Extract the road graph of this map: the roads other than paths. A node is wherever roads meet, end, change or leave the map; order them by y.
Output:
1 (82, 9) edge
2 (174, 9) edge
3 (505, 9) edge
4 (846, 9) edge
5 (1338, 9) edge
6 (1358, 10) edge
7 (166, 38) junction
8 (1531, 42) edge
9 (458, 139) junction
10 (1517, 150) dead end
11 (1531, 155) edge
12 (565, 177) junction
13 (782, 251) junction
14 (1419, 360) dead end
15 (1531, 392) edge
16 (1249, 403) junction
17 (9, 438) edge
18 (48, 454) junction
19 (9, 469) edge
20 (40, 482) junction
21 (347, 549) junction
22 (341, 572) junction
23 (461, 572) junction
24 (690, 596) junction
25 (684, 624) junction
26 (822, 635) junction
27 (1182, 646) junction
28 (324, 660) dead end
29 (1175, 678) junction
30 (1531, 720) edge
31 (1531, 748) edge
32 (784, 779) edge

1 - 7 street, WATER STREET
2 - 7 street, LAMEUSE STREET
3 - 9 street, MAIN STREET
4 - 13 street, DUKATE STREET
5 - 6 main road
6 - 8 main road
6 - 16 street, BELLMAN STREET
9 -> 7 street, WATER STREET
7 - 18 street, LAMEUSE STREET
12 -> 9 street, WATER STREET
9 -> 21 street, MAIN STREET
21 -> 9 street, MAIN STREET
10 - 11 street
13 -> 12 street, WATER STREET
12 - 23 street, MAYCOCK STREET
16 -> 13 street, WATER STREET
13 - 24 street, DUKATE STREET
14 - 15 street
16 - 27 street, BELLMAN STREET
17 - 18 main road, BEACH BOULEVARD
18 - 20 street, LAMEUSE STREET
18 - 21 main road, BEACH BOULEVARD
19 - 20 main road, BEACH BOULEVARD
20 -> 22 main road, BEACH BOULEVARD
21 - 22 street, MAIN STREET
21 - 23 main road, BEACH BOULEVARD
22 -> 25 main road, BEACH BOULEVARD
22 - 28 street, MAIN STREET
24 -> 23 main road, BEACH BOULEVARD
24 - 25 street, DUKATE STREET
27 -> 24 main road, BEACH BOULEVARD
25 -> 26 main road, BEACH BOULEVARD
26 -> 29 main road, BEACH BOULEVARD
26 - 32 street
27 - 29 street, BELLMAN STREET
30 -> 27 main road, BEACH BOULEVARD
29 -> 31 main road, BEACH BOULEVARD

## [REQUIREMENT]
Search the data above for "LAMEUSE" and copy every line where it turns up.

## [RESULT OF THE EXERCISE]
2 - 7 street, LAMEUSE STREET
7 - 18 street, LAMEUSE STREET
18 - 20 street, LAMEUSE STREET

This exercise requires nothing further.